09 March 2006

Parent Hacks admin: On advertising

As you may have noticed, Parent Hacks now sports graphical and text ads. Here's why I've decided to make Parent Hacks (hopefully) ad-supported, and what I am (and am not) planning to do with this site.

I didn't start Parent Hacks with a business model in mind. Basically, my aim was to start the ongoing conversation I wish I could have found while I was in the throes of new motherhood.

Things have gone so much better so much faster than I could have anticipated. As a result, I'm working on Parent Hacks a lot more than I'd originally planned. I'm coming to realize that this site could someday become my job -- an actual "do what you love and the money will follow" sort of scenario.

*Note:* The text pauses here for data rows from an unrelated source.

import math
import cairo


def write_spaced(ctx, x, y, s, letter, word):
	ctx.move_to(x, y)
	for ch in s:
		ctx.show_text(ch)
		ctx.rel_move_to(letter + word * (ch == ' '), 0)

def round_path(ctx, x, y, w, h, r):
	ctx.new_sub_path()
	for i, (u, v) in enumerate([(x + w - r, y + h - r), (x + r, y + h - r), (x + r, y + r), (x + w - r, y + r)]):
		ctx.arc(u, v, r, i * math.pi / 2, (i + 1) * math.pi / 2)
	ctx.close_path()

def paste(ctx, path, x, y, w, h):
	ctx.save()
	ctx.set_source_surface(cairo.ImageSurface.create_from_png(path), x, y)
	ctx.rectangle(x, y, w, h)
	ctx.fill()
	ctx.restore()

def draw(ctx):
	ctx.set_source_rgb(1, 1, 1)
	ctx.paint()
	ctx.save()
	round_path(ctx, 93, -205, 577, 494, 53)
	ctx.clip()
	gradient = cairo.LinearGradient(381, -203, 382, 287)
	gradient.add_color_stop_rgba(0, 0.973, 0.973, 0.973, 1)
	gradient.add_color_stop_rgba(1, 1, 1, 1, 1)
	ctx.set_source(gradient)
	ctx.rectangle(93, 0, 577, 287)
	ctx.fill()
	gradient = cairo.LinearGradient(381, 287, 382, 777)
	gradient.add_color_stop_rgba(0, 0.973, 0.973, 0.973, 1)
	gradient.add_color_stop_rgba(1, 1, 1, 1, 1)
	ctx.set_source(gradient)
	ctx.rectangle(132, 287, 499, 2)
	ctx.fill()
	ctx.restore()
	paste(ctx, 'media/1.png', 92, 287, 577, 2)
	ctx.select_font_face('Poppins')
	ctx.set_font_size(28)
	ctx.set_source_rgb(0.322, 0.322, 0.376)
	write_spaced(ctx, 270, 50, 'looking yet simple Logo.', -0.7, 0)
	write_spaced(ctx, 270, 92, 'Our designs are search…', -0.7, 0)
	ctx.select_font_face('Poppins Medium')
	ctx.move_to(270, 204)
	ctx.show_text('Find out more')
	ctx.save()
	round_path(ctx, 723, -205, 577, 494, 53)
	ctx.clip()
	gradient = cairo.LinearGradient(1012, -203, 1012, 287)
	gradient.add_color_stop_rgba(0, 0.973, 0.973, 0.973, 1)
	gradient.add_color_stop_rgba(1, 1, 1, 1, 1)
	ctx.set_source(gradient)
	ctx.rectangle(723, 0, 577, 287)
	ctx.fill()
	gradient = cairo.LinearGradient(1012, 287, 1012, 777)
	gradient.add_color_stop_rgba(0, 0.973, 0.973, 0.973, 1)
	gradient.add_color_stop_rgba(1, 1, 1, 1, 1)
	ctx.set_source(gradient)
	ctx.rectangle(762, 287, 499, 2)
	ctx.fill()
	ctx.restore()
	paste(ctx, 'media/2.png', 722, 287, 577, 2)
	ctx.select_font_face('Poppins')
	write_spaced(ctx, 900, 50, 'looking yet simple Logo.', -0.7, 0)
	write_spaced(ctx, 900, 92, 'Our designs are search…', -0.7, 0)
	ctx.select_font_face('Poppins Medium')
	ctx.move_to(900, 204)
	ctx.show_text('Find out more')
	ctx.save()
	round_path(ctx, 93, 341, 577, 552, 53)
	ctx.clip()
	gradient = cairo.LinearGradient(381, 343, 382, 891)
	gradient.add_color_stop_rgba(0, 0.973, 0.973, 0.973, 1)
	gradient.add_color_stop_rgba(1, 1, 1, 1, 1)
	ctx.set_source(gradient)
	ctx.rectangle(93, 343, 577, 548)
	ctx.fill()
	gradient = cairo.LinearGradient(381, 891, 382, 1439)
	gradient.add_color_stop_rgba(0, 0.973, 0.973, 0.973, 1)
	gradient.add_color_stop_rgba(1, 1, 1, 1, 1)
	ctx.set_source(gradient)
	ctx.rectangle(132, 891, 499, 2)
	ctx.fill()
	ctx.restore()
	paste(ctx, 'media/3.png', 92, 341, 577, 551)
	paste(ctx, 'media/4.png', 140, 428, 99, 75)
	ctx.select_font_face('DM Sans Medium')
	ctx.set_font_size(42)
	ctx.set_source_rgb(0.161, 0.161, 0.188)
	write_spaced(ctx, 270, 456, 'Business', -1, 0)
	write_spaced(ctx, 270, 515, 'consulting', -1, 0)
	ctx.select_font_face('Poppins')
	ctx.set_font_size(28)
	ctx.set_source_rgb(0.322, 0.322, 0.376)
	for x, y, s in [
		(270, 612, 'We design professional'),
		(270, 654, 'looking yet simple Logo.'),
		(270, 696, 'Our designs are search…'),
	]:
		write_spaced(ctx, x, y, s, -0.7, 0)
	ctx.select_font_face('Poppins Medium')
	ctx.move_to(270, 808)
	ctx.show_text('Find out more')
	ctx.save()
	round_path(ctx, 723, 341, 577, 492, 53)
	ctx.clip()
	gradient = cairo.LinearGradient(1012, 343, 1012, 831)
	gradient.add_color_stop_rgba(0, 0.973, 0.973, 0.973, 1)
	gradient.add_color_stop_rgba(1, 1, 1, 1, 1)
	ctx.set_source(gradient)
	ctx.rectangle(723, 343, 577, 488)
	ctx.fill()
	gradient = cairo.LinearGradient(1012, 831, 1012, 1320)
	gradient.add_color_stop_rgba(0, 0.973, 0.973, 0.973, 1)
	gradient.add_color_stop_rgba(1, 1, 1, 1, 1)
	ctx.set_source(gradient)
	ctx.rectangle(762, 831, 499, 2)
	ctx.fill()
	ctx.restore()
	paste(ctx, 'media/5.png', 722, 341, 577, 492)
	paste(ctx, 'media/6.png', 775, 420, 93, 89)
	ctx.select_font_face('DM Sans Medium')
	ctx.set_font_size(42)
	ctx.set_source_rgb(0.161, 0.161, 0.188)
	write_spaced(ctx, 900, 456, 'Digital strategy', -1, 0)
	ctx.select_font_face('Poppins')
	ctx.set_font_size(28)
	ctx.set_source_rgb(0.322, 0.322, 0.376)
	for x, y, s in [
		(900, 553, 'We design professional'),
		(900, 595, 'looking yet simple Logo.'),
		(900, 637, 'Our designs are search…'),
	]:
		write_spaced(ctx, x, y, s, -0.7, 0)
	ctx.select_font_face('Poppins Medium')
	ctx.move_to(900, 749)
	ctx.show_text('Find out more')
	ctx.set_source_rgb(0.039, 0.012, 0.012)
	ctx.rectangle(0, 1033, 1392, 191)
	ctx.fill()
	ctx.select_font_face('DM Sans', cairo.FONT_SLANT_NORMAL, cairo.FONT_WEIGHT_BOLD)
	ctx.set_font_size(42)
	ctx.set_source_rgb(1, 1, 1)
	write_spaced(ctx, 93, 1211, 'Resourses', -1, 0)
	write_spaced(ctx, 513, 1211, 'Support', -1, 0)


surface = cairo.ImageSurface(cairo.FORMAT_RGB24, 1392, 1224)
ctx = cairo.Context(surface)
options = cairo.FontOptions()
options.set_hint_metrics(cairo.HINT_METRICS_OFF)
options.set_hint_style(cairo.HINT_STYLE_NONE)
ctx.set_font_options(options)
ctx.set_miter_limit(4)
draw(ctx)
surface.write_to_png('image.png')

Obviously, the "money" part comes from ads and affiliate fees. No one likes ads exactly. But, when done well, they can be rather interesting (or easily ignored). I'm working with Federated Media Publishing to handle the graphical advertising on Parent Hacks. FM was started by John Battelle, who, among other things, is the "band manager" for Boing Boing and co-founded Wired magazine. John has a lot of integrity, and he and his team really get blogs. As such, FM's not just another ad network -- they understand that good blogs are built on useful content, but also on trust. Throwing out ad after crappy, irrelevant ad isn't a good way to maintain that trust.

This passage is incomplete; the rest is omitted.